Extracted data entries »
———

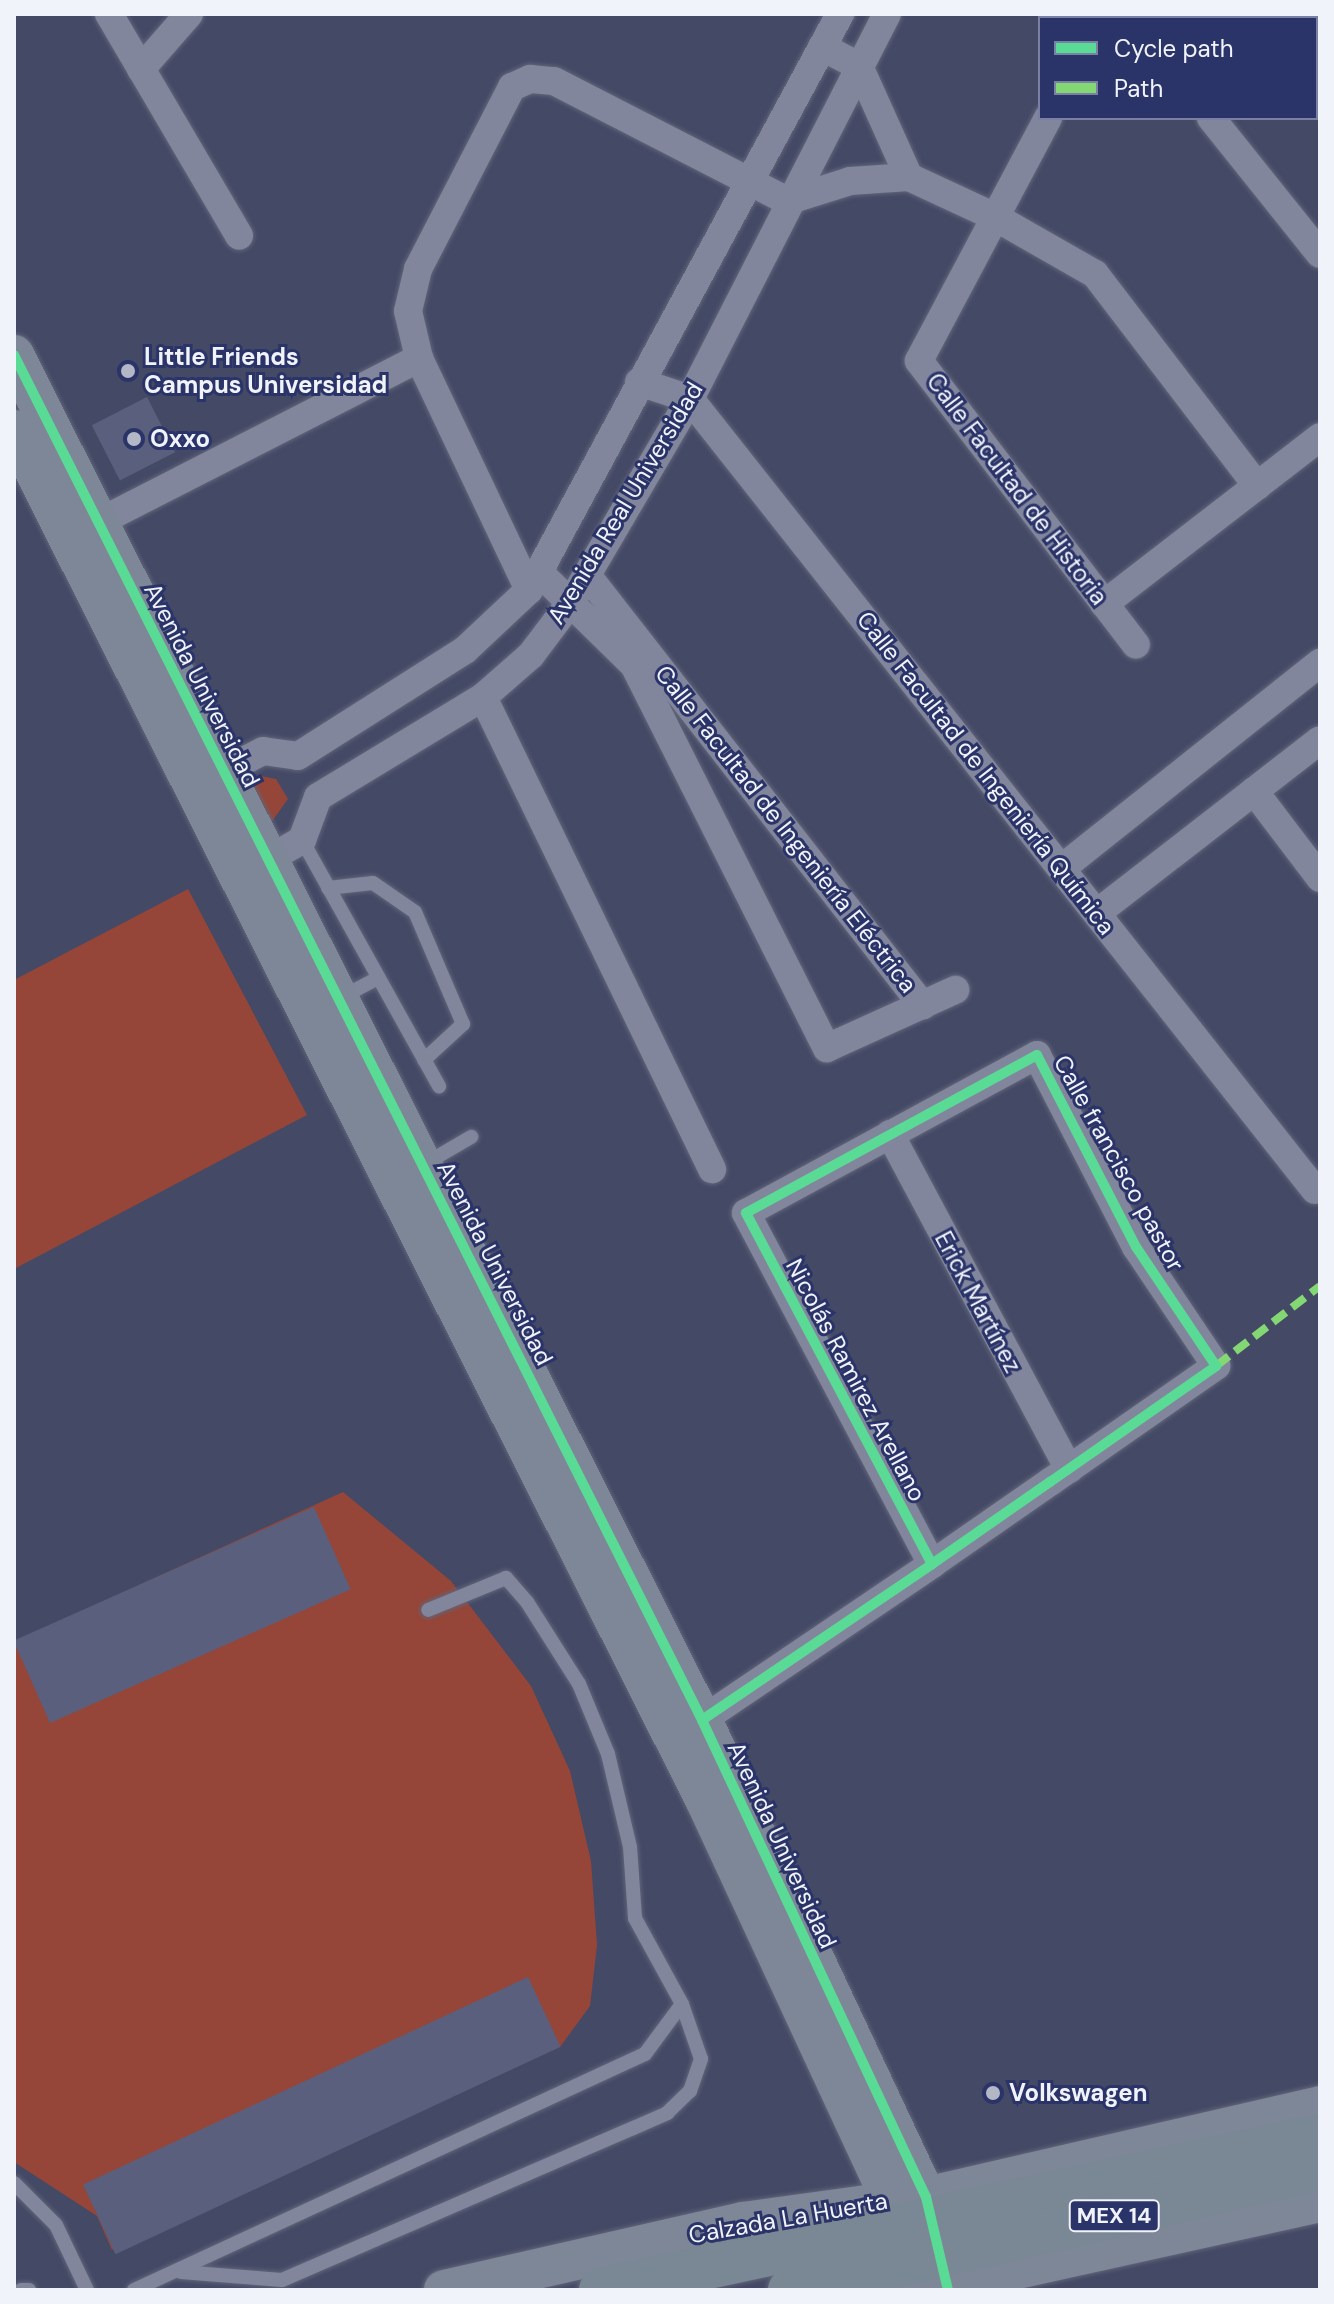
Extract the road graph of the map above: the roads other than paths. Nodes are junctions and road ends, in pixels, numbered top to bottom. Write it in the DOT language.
graph roads {
  1 [pos="109,14"];
  2 [pos="189,14"];
  3 [pos="840,14"];
  4 [pos="887,14"];
  5 [pos="822,47"];
  6 [pos="859,66"];
  7 [pos="141,69"];
  8 [pos="1047,120"];
  9 [pos="1213,120"];
  10 [pos="909,177"];
  11 [pos="752,188"];
  12 [pos="787,201"];
  13 [pos="995,217"];
  14 [pos="239,236"];
  15 [pos="1320,254"];
  16 [pos="14,355"];
  17 [pos="419,358"];
  18 [pos="639,382"];
  19 [pos="690,399"];
  20 [pos="14,430"];
  21 [pos="1320,437"];
  22 [pos="1257,486"];
  23 [pos="97,523"];
  24 [pos="587,575"];
  25 [pos="535,582"];
  26 [pos="571,602"];
  27 [pos="1104,604"];
  28 [pos="1136,645"];
  29 [pos="642,659"];
  30 [pos="1320,663"];
  31 [pos="483,697"];
  32 [pos="1320,740"];
  33 [pos="209,779"];
  34 [pos="1254,791"];
  35 [pos="302,840"];
  36 [pos="1062,868"];
  37 [pos="254,869"];
  38 [pos="1320,878"];
  39 [pos="328,888"];
  40 [pos="1097,913"];
  41 [pos="378,978"];
  42 [pos="955,990"];
  43 [pos="338,999"];
  44 [pos="923,1006"];
  45 [pos="424,1060"];
  46 [pos="439,1086"];
  47 [pos="890,1134"];
  48 [pos="471,1137"];
  49 [pos="423,1166"];
  50 [pos="712,1169"];
  51 [pos="1315,1190"];
  52 [pos="746,1213"];
  53 [pos="1060,1476"];
  54 [pos="932,1564"];
  55 [pos="428,1610"];
  56 [pos="702,1720"];
  57 [pos="682,2004"];
  58 [pos="1320,2106"];
  59 [pos="1320,2136"];
  60 [pos="1320,2168"];
  61 [pos="14,2183"];
  62 [pos="1320,2202"];
  63 [pos="922,2251"];
  64 [pos="177,2272"];
  65 [pos="21,2290"];
  66 [pos="29,2290"];
  67 [pos="87,2290"];
  68 [pos="134,2290"];
  69 [pos="444,2290"];
  70 [pos="601,2290"];
  71 [pos="790,2290"];
  1 -- 7 [label="street"];
  2 -- 7 [label="street"];
  3 -- 5 [label="street, Avenida Real Universidad"];
  4 -- 6 [label="street, Avenida Real Universidad"];
  5 -- 6 [label="street"];
  5 -- 11 [label="street, Avenida Real Universidad"];
  6 -- 10 [label="street"];
  6 -- 12 [label="street, Avenida Real Universidad"];
  7 -- 14 [label="street"];
  8 -- 13 [label="street, Calle Facultad de Historia"];
  9 -- 15 [label="street"];
  10 -- 12 [label="street"];
  10 -- 13 [label="street"];
  11 -- 12 [label="street"];
  11 -- 17 [label="street"];
  11 -- 18 [label="street, Avenida Real Universidad"];
  12 -- 19 [label="street, Avenida Real Universidad"];
  13 -- 22 [label="street"];
  13 -- 27 [label="street, Calle Facultad de Historia"];
  16 -- 23 [label="street, Avenida Universidad"];
  17 -- 23 [label="street"];
  17 -- 25 [label="street"];
  18 -- 19 [label="street"];
  18 -- 25 [label="street, Avenida Real Universidad"];
  19 -- 24 [label="street, Avenida Real Universidad"];
  19 -- 36 [label="street, Calle Facultad de Ingenierίa Quίmica"];
  20 -- 33 [label="street, Avenida Universidad"];
  21 -- 22 [label="street"];
  22 -- 27 [label="street"];
  23 -- 33 [label="street, Avenida Universidad"];
  24 -- 26 [label="street, Avenida Real Universidad"];
  24 -- 29 [label="street, Calle Facultad de Ingeniería Eléctrica"];
  25 -- 26 [label="street, Calle Facultad de Ingeniería Eléctrica"];
  25 -- 33 [label="street, Avenida Real Universidad"];
  26 -- 29 [label="street, Calle Facultad de Ingeniería Eléctrica"];
  26 -- 31 [label="street, Avenida Real Universidad"];
  27 -- 28 [label="street, Calle Facultad de Historia"];
  29 -- 44 [label="street, Calle Facultad de Ingeniería Eléctrica"];
  29 -- 44 [label="street, Calle Facultad de Ingeniería Eléctrica"];
  30 -- 36 [label="street"];
  31 -- 35 [label="street, Avenida Real Universidad"];
  31 -- 50 [label="street"];
  32 -- 34 [label="street"];
  33 -- 37 [label="street, Avenida Universidad"];
  34 -- 38 [label="street"];
  34 -- 40 [label="street"];
  35 -- 37 [label="street"];
  35 -- 39 [label="lane"];
  36 -- 40 [label="street, Calle Facultad de Ingenierίa Quίmica"];
  37 -- 43 [label="street, Avenida Universidad"];
  37 -- 63 [label="street, Avenida Universidad"];
  39 -- 41 [label="lane"];
  39 -- 45 [label="lane"];
  40 -- 51 [label="street, Calle Facultad de Ingenierίa Quίmica"];
  41 -- 43 [label="lane"];
  41 -- 45 [label="lane"];
  42 -- 44 [label="street, Calle Facultad de Ingeniería Eléctrica"];
  43 -- 49 [label="street, Avenida Universidad"];
  45 -- 46 [label="lane"];
  47 -- 52 [label="street, Calle francisco pastor"];
  47 -- 53 [label="street, Erick Martínez"];
  47 -- 53 [label="street, Calle francisco pastor"];
  48 -- 49 [label="lane"];
  49 -- 56 [label="street, Avenida Universidad"];
  52 -- 54 [label="street, Nicolás Ramirez Arellano"];
  53 -- 54 [label="street"];
  54 -- 56 [label="street"];
  55 -- 57 [label="lane"];
  56 -- 63 [label="street, Avenida Universidad"];
  57 -- 64 [label="lane"];
  57 -- 64 [label="lane"];
  58 -- 63 [label="street, Calzada La Huerta"];
  59 -- 63 [label="main road, MEX 14"];
  60 -- 63 [label="main road, MEX 14"];
  61 -- 67 [label="lane"];
  62 -- 63 [label="street, Calzada La Huerta"];
  63 -- 69 [label="street, Calzada La Huerta"];
  63 -- 70 [label="main road, MEX 14"];
  63 -- 71 [label="main road, MEX 14"];
  64 -- 68 [label="lane"];
  65 -- 66 [label="lane"];
}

———

Task objective » Among the records, find all lines that include the string "Historia" and return them.

Answer area »
  8 -- 13 [label="street, Calle Facultad de Historia"];
  13 -- 27 [label="street, Calle Facultad de Historia"];
  27 -- 28 [label="street, Calle Facultad de Historia"];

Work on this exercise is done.